What this task involves → Return the number of lines below that contain "میدان"; nothing else belongs in the reply.

[Stored data]

──────

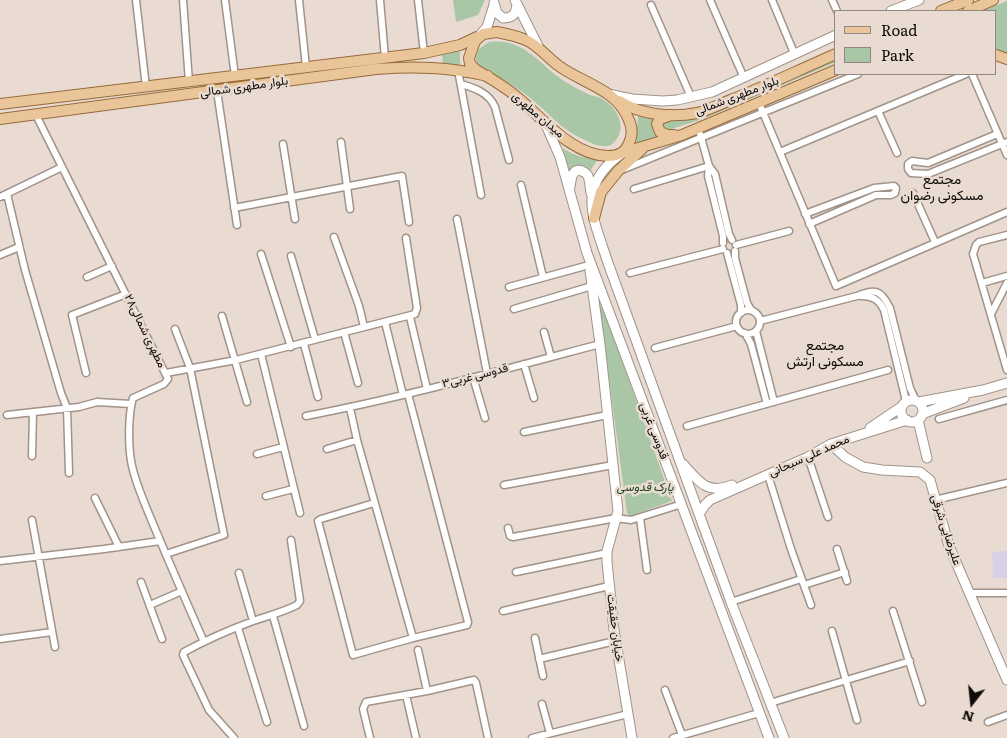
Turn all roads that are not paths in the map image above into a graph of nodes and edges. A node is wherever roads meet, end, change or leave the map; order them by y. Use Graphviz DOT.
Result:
graph roads {
  1 [pos="136,0"];
  2 [pos="183,0"];
  3 [pos="225,0"];
  4 [pos="299,0"];
  5 [pos="380,0"];
  6 [pos="418,0"];
  7 [pos="710,0"];
  8 [pos="772,0"];
  9 [pos="919,0"];
  10 [pos="968,0"];
  11 [pos="993,0"];
  12 [pos="494,1"];
  13 [pos="516,2"];
  14 [pos="651,5"];
  15 [pos="895,6"];
  16 [pos="943,10"];
  17 [pos="970,10"];
  18 [pos="479,36"];
  19 [pos="834,36"];
  20 [pos="539,48"];
  21 [pos="427,52"];
  22 [pos="794,53"];
  23 [pos="834,55"];
  24 [pos="385,58"];
  25 [pos="306,67"];
  26 [pos="436,67"];
  27 [pos="458,70"];
  28 [pos="834,71"];
  29 [pos="855,75"];
  30 [pos="964,75"];
  31 [pos="972,75"];
  32 [pos="235,76"];
  33 [pos="488,76"];
  34 [pos="744,78"];
  35 [pos="189,82"];
  36 [pos="461,84"];
  37 [pos="146,87"];
  38 [pos="217,91"];
  39 [pos="608,94"];
  40 [pos="691,97"];
  41 [pos="0,104"];
  42 [pos="761,107"];
  43 [pos="878,111"];
  44 [pos="36,115"];
  45 [pos="672,115"];
  46 [pos="0,119"];
  47 [pos="545,122"];
  48 [pos="699,133"];
  49 [pos="997,134"];
  50 [pos="682,135"];
  51 [pos="341,142"];
  52 [pos="283,144"];
  53 [pos="1004,144"];
  54 [pos="645,146"];
  55 [pos="780,152"];
  56 [pos="897,153"];
  57 [pos="621,154"];
  58 [pos="1007,156"];
  59 [pos="509,160"];
  60 [pos="709,166"];
  61 [pos="62,167"];
  62 [pos="618,171"];
  63 [pos="521,184"];
  64 [pos="347,186"];
  65 [pos="634,189"];
  66 [pos="569,192"];
  67 [pos="913,192"];
  68 [pos="591,193"];
  69 [pos="481,195"];
  70 [pos="3,196"];
  71 [pos="291,197"];
  72 [pos="718,200"];
  73 [pos="234,208"];
  74 [pos="350,209"];
  75 [pos="1007,212"];
  76 [pos="805,214"];
  77 [pos="594,218"];
  78 [pos="295,219"];
  79 [pos="457,220"];
  80 [pos="409,222"];
  81 [pos="810,224"];
  82 [pos="237,225"];
  83 [pos="788,231"];
  84 [pos="1007,235"];
  85 [pos="334,237"];
  86 [pos="406,238"];
  87 [pos="935,242"];
  88 [pos="734,246"];
  89 [pos="19,247"];
  90 [pos="724,248"];
  91 [pos="587,253"];
  92 [pos="261,254"];
  93 [pos="0,255"];
  94 [pos="291,256"];
  95 [pos="589,264"];
  96 [pos="112,266"];
  97 [pos="630,273"];
  98 [pos="1007,276"];
  99 [pos="543,277"];
  100 [pos="87,278"];
  101 [pos="982,282"];
  102 [pos="1007,283"];
  103 [pos="592,286"];
  104 [pos="509,287"];
  105 [pos="126,294"];
  106 [pos="514,310"];
  107 [pos="751,310"];
  108 [pos="741,313"];
  109 [pos="991,314"];
  110 [pos="222,316"];
  111 [pos="410,317"];
  112 [pos="760,321"];
  113 [pos="385,322"];
  114 [pos="890,322"];
  115 [pos="737,326"];
  116 [pos="364,327"];
  117 [pos="175,329"];
  118 [pos="756,331"];
  119 [pos="344,332"];
  120 [pos="544,332"];
  121 [pos="746,333"];
  122 [pos="315,340"];
  123 [pos="304,344"];
  124 [pos="600,344"];
  125 [pos="291,347"];
  126 [pos="655,348"];
  127 [pos="261,354"];
  128 [pos="551,357"];
  129 [pos="236,360"];
  130 [pos="524,364"];
  131 [pos="190,368"];
  132 [pos="888,370"];
  133 [pos="1007,370"];
  134 [pos="166,373"];
  135 [pos="487,373"];
  136 [pos="86,374"];
  137 [pos="473,377"];
  138 [pos="358,383"];
  139 [pos="1007,383"];
  140 [pos="427,389"];
  141 [pos="983,390"];
  142 [pos="406,394"];
  143 [pos="318,397"];
  144 [pos="534,398"];
  145 [pos="1007,400"];
  146 [pos="917,401"];
  147 [pos="247,402"];
  148 [pos="771,403"];
  149 [pos="131,404"];
  150 [pos="904,404"];
  151 [pos="68,408"];
  152 [pos="350,408"];
  153 [pos="33,412"];
  154 [pos="7,415"];
  155 [pos="608,415"];
  156 [pos="306,416"];
  157 [pos="920,417"];
  158 [pos="485,418"];
  159 [pos="940,419"];
  160 [pos="907,420"];
  161 [pos="687,426"];
  162 [pos="524,432"];
  163 [pos="862,434"];
  164 [pos="357,440"];
  165 [pos="831,444"];
  166 [pos="283,447"];
  167 [pos="327,449"];
  168 [pos="257,454"];
  169 [pos="32,456"];
  170 [pos="808,457"];
  171 [pos="927,458"];
  172 [pos="680,461"];
  173 [pos="613,465"];
  174 [pos="70,472"];
  175 [pos="768,475"];
  176 [pos="756,480"];
  177 [pos="1007,483"];
  178 [pos="504,485"];
  179 [pos="293,489"];
  180 [pos="266,496"];
  181 [pos="95,498"];
  182 [pos="936,500"];
  183 [pos="374,503"];
  184 [pos="682,504"];
  185 [pos="300,513"];
  186 [pos="700,514"];
  187 [pos="828,517"];
  188 [pos="616,518"];
  189 [pos="640,518"];
  190 [pos="32,520"];
  191 [pos="508,528"];
  192 [pos="291,540"];
  193 [pos="160,541"];
  194 [pos="119,547"];
  195 [pos="837,549"];
  196 [pos="607,553"];
  197 [pos="166,554"];
  198 [pos="38,557"];
  199 [pos="0,561"];
  200 [pos="647,570"];
  201 [pos="516,572"];
  202 [pos="845,572"];
  203 [pos="238,573"];
  204 [pos="847,581"];
  205 [pos="141,582"];
  206 [pos="804,585"];
  207 [pos="610,586"];
  208 [pos="182,591"];
  209 [pos="969,593"];
  210 [pos="1007,593"];
  211 [pos="731,602"];
  212 [pos="150,605"];
  213 [pos="812,605"];
  214 [pos="894,610"];
  215 [pos="504,611"];
  216 [pos="273,616"];
  217 [pos="738,620"];
  218 [pos="253,621"];
  219 [pos="726,624"];
  220 [pos="238,628"];
  221 [pos="832,631"];
  222 [pos="52,632"];
  223 [pos="162,638"];
  224 [pos="412,638"];
  225 [pos="535,638"];
  226 [pos="0,639"];
  227 [pos="615,641"];
  228 [pos="204,642"];
  229 [pos="54,647"];
  230 [pos="418,650"];
  231 [pos="539,659"];
  232 [pos="910,661"];
  233 [pos="543,676"];
  234 [pos="846,680"];
  235 [pos="1007,680"];
  236 [pos="665,690"];
  237 [pos="427,691"];
  238 [pos="406,695"];
  239 [pos="922,702"];
  240 [pos="770,703"];
  241 [pos="542,704"];
  242 [pos="759,712"];
  243 [pos="628,714"];
  244 [pos="1007,716"];
  245 [pos="858,720"];
  246 [pos="267,722"];
  247 [pos="988,722"];
  248 [pos="304,726"];
  249 [pos="550,733"];
  250 [pos="698,734"];
  251 [pos="682,735"];
  252 [pos="234,738"];
  253 [pos="370,738"];
  254 [pos="416,738"];
  255 [pos="488,738"];
  256 [pos="532,738"];
  257 [pos="632,738"];
  258 [pos="673,738"];
  259 [pos="769,738"];
  260 [pos="784,738"];
  1 -- 37 [label="street"];
  2 -- 35 [label="street"];
  3 -- 32 [label="street"];
  4 -- 25 [label="street"];
  5 -- 24 [label="street"];
  6 -- 21 [label="street"];
  7 -- 34 [label="street"];
  8 -- 22 [label="street"];
  9 -- 15 [label="main road"];
  10 -- 16 [label="main road"];
  11 -- 17 [label="main road"];
  12 -- 13 [label="main road"];
  12 -- 18 [label="main road"];
  13 -- 20 [label="main road"];
  14 -- 40 [label="street"];
  18 -- 20 [label="main road"];
  18 -- 21 [label="main road, بلوار مطهرى شمالى"];
  18 -- 33 [label="main road, میدان مطهری"];
  19 -- 22 [label="main road"];
  20 -- 39 [label="main road"];
  21 -- 24 [label="main road, بلوار مطهرى شمالى"];
  21 -- 26 [label="main road"];
  22 -- 34 [label="main road"];
  23 -- 45 [label="main road, بلوار مطهری شمالی"];
  24 -- 25 [label="main road, بلوار مطهرى شمالى"];
  25 -- 32 [label="main road, بلوار مطهرى شمالى"];
  26 -- 27 [label="main road, بلوار مطهرى شمالى"];
  26 -- 38 [label="main road, بلوار مطهرى شمالى"];
  27 -- 33 [label="main road, بلوار مطهرى شمالى"];
  27 -- 36 [label="street"];
  28 -- 42 [label="main road, بلوار مطهری شمالی"];
  29 -- 42 [label="street"];
  30 -- 43 [label="street"];
  31 -- 49 [label="street"];
  32 -- 35 [label="main road, بلوار مطهرى شمالى"];
  33 -- 47 [label="main road, میدان مطهری"];
  34 -- 40 [label="main road"];
  35 -- 37 [label="main road, بلوار مطهرى شمالى"];
  36 -- 59 [label="street"];
  36 -- 69 [label="street"];
  37 -- 41 [label="main road, بلوار مطهرى شمالى"];
  38 -- 44 [label="main road, بلوار مطهرى شمالى"];
  38 -- 73 [label="street"];
  39 -- 40 [label="main road"];
  39 -- 45 [label="main road, بلوار مطهری شمالی"];
  39 -- 57 [label="main road"];
  42 -- 48 [label="main road, بلوار مطهری شمالی"];
  42 -- 55 [label="street"];
  43 -- 55 [label="street"];
  43 -- 56 [label="street"];
  44 -- 46 [label="main road, بلوار مطهرى شمالى"];
  44 -- 61 [label="street, مطهرى شمالى۲۸"];
  45 -- 50 [label="main road"];
  47 -- 57 [label="main road, میدان مطهری"];
  47 -- 66 [label="main road, قدوسی غربی"];
  48 -- 50 [label="main road, بلوار مطهری شمالی"];
  48 -- 60 [label="street"];
  48 -- 62 [label="street"];
  49 -- 53 [label="street"];
  49 -- 53 [label="street"];
  50 -- 54 [label="main road, بلوار مطهری شمالی"];
  51 -- 64 [label="street"];
  52 -- 71 [label="street"];
  53 -- 58 [label="street"];
  54 -- 57 [label="main road, بلوار مطهری شمالی"];
  54 -- 62 [label="main road"];
  55 -- 76 [label="street"];
  57 -- 68 [label="main road"];
  60 -- 65 [label="street"];
  60 -- 72 [label="street"];
  61 -- 70 [label="street"];
  61 -- 96 [label="street, مطهرى شمالى۲۸"];
  62 -- 77 [label="main road"];
  63 -- 99 [label="street"];
  64 -- 71 [label="street"];
  64 -- 74 [label="street"];
  64 -- 80 [label="street"];
  66 -- 68 [label="main road, قدوسی غربی"];
  66 -- 91 [label="main road, قدوسی غربی"];
  67 -- 87 [label="street"];
  68 -- 77 [label="main road, قدوسی غربی"];
  70 -- 89 [label="street"];
  71 -- 73 [label="street"];
  71 -- 78 [label="street"];
  72 -- 88 [label="street"];
  72 -- 90 [label="street"];
  73 -- 82 [label="street"];
  75 -- 87 [label="street"];
  76 -- 81 [label="street"];
  76 -- 81 [label="street"];
  77 -- 172 [label="main road, قدوسی غربی"];
  79 -- 135 [label="street"];
  81 -- 87 [label="street"];
  83 -- 88 [label="street"];
  84 -- 101 [label="street"];
  85 -- 116 [label="street"];
  86 -- 111 [label="street"];
  88 -- 90 [label="street"];
  88 -- 90 [label="street"];
  88 -- 107 [label="street"];
  89 -- 93 [label="street"];
  89 -- 151 [label="street"];
  90 -- 97 [label="street"];
  90 -- 108 [label="street"];
  91 -- 95 [label="main road, خیابان حقیقت"];
  91 -- 184 [label="main road, قدوسی غربی"];
  92 -- 125 [label="street"];
  94 -- 122 [label="street"];
  95 -- 99 [label="street"];
  95 -- 103 [label="main road, خیابان حقیقت"];
  96 -- 100 [label="street"];
  96 -- 105 [label="street, مطهرى شمالى۲۸"];
  98 -- 101 [label="street"];
  99 -- 104 [label="street"];
  101 -- 109 [label="street"];
  102 -- 109 [label="street"];
  103 -- 106 [label="street"];
  103 -- 124 [label="main road, خیابان حقیقت"];
  105 -- 134 [label="street, مطهرى شمالى۲۸"];
  105 -- 136 [label="street"];
  107 -- 108 [label="street"];
  107 -- 112 [label="street"];
  108 -- 115 [label="street"];
  109 -- 133 [label="street"];
  110 -- 129 [label="street"];
  111 -- 113 [label="street, مطهرى شمالى۲۸"];
  111 -- 140 [label="street"];
  112 -- 114 [label="street"];
  112 -- 118 [label="street"];
  113 -- 116 [label="street, مطهرى شمالى۲۸"];
  113 -- 142 [label="street"];
  114 -- 146 [label="street"];
  114 -- 150 [label="street"];
  115 -- 121 [label="street"];
  115 -- 126 [label="street"];
  116 -- 119 [label="street, مطهرى شمالى۲۸"];
  117 -- 131 [label="street"];
  118 -- 121 [label="street"];
  118 -- 148 [label="street"];
  119 -- 122 [label="street, مطهرى شمالى۲۸"];
  119 -- 138 [label="street"];
  120 -- 128 [label="street"];
  121 -- 148 [label="street"];
  122 -- 123 [label="street, مطهرى شمالى۲۸"];
  123 -- 125 [label="street, مطهرى شمالى۲۸"];
  123 -- 143 [label="street"];
  124 -- 128 [label="street, قدوسی غربی۳"];
  124 -- 155 [label="main road, خیابان حقیقت"];
  125 -- 127 [label="street, مطهرى شمالى۲۸"];
  127 -- 129 [label="street, مطهرى شمالى۲۸"];
  127 -- 166 [label="street"];
  128 -- 130 [label="street, قدوسی غربی۳"];
  129 -- 131 [label="street, مطهرى شمالى۲۸"];
  129 -- 147 [label="street"];
  130 -- 135 [label="street, قدوسی غربی۳"];
  130 -- 144 [label="street"];
  131 -- 134 [label="street, مطهرى شمالى۲۸"];
  131 -- 197 [label="street"];
  132 -- 148 [label="street"];
  134 -- 149 [label="street"];
  135 -- 137 [label="street, قدوسی غربی۳"];
  137 -- 140 [label="street, قدوسی غربی۳"];
  137 -- 158 [label="street"];
  139 -- 141 [label="main road"];
  140 -- 142 [label="street, قدوسی غربی۳"];
  141 -- 146 [label="main road"];
  141 -- 157 [label="main road"];
  142 -- 152 [label="street, قدوسی غربی۳"];
  142 -- 224 [label="street"];
  145 -- 159 [label="street"];
  146 -- 150 [label="main road"];
  146 -- 157 [label="main road"];
  148 -- 161 [label="street"];
  149 -- 151 [label="street"];
  149 -- 193 [label="street"];
  150 -- 160 [label="main road"];
  150 -- 163 [label="main road, محمد علی سبحانی"];
  151 -- 153 [label="street"];
  151 -- 174 [label="street"];
  152 -- 156 [label="street, قدوسی غربی۳"];
  152 -- 164 [label="street"];
  153 -- 154 [label="street"];
  153 -- 169 [label="street"];
  155 -- 162 [label="street"];
  155 -- 173 [label="main road, خیابان حقیقت"];
  157 -- 160 [label="main road"];
  157 -- 171 [label="main road"];
  160 -- 163 [label="main road, محمد علی سبحانی"];
  163 -- 165 [label="main road, محمد علی سبحانی"];
  164 -- 167 [label="street"];
  164 -- 183 [label="street"];
  165 -- 170 [label="main road, محمد علی سبحانی"];
  165 -- 182 [label="main road, علیرضایی شرقی"];
  166 -- 168 [label="street"];
  166 -- 179 [label="street"];
  170 -- 175 [label="main road, محمد علی سبحانی"];
  170 -- 187 [label="street"];
  172 -- 176 [label="main road, محمد علی سبحانی"];
  172 -- 186 [label="main road, قدوسی غربی"];
  173 -- 178 [label="street"];
  173 -- 188 [label="main road, خیابان حقیقت"];
  175 -- 176 [label="main road, محمد علی سبحانی"];
  175 -- 206 [label="street"];
  176 -- 186 [label="main road, محمد علی سبحانی"];
  177 -- 182 [label="street"];
  179 -- 180 [label="street"];
  179 -- 185 [label="street"];
  181 -- 194 [label="street"];
  182 -- 209 [label="main road, علیرضایی شرقی"];
  183 -- 224 [label="street"];
  183 -- 224 [label="street"];
  184 -- 189 [label="street"];
  184 -- 219 [label="main road, قدوسی غربی"];
  186 -- 211 [label="main road, قدوسی غربی"];
  188 -- 189 [label="street"];
  188 -- 191 [label="street"];
  188 -- 196 [label="main road, خیابان حقیقت"];
  189 -- 200 [label="street"];
  190 -- 198 [label="street"];
  192 -- 216 [label="street"];
  193 -- 194 [label="street"];
  193 -- 197 [label="street"];
  194 -- 198 [label="street"];
  195 -- 202 [label="street"];
  196 -- 201 [label="street"];
  196 -- 207 [label="main road, خیابان حقیقت"];
  197 -- 208 [label="street"];
  198 -- 199 [label="street"];
  198 -- 222 [label="street"];
  202 -- 204 [label="street"];
  202 -- 206 [label="street"];
  203 -- 218 [label="street"];
  205 -- 212 [label="street"];
  206 -- 211 [label="street"];
  206 -- 213 [label="street"];
  207 -- 215 [label="street"];
  207 -- 227 [label="main road, خیابان حقیقت"];
  208 -- 212 [label="street"];
  208 -- 228 [label="street"];
  209 -- 210 [label="street"];
  209 -- 235 [label="main road, علیرضایی شرقی"];
  211 -- 217 [label="main road, قدوسی غربی"];
  212 -- 223 [label="street"];
  214 -- 232 [label="street"];
  216 -- 218 [label="street"];
  216 -- 248 [label="street"];
  217 -- 219 [label="main road"];
  217 -- 240 [label="main road, قدوسی غربی"];
  218 -- 220 [label="street"];
  219 -- 242 [label="main road, قدوسی غربی"];
  220 -- 228 [label="street"];
  220 -- 246 [label="street"];
  221 -- 234 [label="street"];
  222 -- 226 [label="street"];
  222 -- 229 [label="street"];
  225 -- 231 [label="street"];
  227 -- 231 [label="street"];
  227 -- 243 [label="main road, خیابان حقیقت"];
  228 -- 252 [label="street"];
  230 -- 237 [label="street"];
  231 -- 233 [label="street"];
  232 -- 234 [label="street"];
  232 -- 239 [label="street"];
  234 -- 240 [label="street"];
  234 -- 245 [label="street"];
  236 -- 251 [label="street"];
  237 -- 238 [label="street"];
  237 -- 255 [label="street"];
  238 -- 253 [label="street"];
  238 -- 254 [label="street"];
  240 -- 260 [label="main road, قدوسی غربی"];
  241 -- 249 [label="street"];
  242 -- 250 [label="street"];
  242 -- 259 [label="main road, قدوسی غربی"];
  243 -- 249 [label="street"];
  243 -- 257 [label="main road, خیابان حقیقت"];
  244 -- 247 [label="street"];
  249 -- 256 [label="street"];
  250 -- 251 [label="street"];
  251 -- 258 [label="street"];
}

──────

Task answer → 3